Collected data entries
======
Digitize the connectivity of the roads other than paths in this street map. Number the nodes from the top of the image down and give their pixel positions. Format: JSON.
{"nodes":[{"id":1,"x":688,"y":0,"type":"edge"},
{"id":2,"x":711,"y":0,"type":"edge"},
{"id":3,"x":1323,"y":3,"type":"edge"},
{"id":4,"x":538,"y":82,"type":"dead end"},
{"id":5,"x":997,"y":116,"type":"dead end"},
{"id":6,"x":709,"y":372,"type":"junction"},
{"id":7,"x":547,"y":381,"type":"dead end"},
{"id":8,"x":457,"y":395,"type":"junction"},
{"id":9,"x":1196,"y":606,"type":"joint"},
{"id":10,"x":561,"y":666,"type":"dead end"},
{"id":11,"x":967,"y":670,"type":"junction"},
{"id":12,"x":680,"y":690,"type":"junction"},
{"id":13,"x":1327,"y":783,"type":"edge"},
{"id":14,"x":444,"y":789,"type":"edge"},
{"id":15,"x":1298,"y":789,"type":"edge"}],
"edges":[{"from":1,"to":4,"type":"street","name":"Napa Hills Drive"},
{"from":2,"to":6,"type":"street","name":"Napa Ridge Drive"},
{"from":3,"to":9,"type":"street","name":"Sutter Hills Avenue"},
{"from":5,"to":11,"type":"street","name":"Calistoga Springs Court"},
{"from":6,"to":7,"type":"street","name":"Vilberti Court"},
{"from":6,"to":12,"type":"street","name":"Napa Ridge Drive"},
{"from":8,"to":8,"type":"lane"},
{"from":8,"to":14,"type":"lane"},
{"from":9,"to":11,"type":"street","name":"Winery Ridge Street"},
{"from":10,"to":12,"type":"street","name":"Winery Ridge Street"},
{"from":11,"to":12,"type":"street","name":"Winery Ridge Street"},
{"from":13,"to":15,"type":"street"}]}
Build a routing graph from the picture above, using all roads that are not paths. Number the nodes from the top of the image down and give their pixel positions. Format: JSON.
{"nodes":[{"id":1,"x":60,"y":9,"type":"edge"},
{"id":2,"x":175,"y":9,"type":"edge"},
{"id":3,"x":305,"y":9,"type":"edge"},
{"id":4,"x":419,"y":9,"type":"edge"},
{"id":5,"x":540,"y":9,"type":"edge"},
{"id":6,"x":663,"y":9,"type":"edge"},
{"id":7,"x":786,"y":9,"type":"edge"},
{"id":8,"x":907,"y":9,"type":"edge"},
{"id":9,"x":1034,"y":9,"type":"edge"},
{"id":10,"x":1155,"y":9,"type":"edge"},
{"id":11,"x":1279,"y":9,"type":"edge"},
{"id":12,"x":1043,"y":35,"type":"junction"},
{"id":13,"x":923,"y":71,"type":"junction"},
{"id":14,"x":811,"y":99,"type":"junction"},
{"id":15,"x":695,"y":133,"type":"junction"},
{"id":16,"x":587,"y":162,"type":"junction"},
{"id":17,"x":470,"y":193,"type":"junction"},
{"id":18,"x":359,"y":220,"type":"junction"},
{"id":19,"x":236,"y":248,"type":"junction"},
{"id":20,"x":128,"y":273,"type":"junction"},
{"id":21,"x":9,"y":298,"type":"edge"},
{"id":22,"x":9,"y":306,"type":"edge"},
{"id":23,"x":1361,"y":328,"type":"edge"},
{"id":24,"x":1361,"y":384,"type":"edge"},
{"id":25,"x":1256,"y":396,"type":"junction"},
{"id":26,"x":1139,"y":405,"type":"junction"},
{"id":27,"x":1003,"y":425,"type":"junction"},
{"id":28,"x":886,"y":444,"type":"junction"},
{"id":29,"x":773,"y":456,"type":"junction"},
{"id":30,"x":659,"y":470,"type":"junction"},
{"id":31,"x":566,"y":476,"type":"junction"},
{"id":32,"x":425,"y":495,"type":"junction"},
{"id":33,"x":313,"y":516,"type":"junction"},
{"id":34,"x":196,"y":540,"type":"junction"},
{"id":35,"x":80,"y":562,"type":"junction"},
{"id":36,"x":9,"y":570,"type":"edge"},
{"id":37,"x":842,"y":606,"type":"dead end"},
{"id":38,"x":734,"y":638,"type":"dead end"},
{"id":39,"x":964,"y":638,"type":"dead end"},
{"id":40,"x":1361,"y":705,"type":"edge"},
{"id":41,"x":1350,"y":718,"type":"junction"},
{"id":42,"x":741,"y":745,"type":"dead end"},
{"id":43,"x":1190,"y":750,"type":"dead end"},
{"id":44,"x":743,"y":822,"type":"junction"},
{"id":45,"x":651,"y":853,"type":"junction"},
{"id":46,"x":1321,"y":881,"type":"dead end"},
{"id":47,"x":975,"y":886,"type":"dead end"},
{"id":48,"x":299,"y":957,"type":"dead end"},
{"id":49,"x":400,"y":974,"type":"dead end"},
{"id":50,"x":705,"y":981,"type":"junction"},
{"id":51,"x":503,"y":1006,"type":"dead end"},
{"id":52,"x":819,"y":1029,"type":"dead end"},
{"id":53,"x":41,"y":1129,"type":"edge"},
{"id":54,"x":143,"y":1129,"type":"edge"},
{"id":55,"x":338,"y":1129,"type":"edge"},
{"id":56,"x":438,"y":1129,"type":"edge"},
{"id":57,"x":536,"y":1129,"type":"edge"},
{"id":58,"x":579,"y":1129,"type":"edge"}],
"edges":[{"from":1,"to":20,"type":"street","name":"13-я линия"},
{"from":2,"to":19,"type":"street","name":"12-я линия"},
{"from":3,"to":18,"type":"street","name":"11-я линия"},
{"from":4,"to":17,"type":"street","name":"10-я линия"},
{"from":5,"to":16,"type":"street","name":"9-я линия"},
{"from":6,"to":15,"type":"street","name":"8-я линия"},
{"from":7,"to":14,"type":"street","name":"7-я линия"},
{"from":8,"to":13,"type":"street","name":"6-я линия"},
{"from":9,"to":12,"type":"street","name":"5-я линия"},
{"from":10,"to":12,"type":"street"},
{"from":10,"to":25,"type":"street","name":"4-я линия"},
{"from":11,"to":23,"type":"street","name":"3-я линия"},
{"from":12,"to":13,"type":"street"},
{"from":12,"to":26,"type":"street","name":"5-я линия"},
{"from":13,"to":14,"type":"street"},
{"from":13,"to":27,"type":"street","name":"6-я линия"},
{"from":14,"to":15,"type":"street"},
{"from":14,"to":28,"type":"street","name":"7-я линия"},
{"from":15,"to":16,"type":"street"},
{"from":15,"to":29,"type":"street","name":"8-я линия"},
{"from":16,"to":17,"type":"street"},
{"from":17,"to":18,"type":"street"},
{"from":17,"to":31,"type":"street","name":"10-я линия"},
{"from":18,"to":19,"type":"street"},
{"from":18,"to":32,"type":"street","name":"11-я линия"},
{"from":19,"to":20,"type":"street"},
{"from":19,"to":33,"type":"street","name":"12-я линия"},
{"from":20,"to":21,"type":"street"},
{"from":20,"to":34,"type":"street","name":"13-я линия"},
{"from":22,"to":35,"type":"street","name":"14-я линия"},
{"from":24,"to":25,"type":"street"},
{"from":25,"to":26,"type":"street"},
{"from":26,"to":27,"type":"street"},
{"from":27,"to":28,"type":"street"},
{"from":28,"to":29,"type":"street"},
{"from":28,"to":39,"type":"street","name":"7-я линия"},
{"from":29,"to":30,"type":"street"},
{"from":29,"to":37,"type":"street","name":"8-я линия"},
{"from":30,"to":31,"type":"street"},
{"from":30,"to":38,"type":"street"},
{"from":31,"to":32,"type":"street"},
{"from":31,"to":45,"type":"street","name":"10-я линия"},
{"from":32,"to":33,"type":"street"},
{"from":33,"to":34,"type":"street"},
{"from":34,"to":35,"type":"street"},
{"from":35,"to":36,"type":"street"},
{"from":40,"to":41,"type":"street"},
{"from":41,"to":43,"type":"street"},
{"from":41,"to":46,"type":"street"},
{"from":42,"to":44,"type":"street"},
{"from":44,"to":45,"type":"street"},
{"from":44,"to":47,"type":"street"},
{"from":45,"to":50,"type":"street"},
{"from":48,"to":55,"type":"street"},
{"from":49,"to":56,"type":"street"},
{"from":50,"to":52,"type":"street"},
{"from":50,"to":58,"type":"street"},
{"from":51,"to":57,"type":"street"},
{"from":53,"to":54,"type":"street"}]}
======
◆ Task goal
Counting only lines that contain the word "down", how many are there in the records above? Give the number alone.

◆ Answer to the exercise
2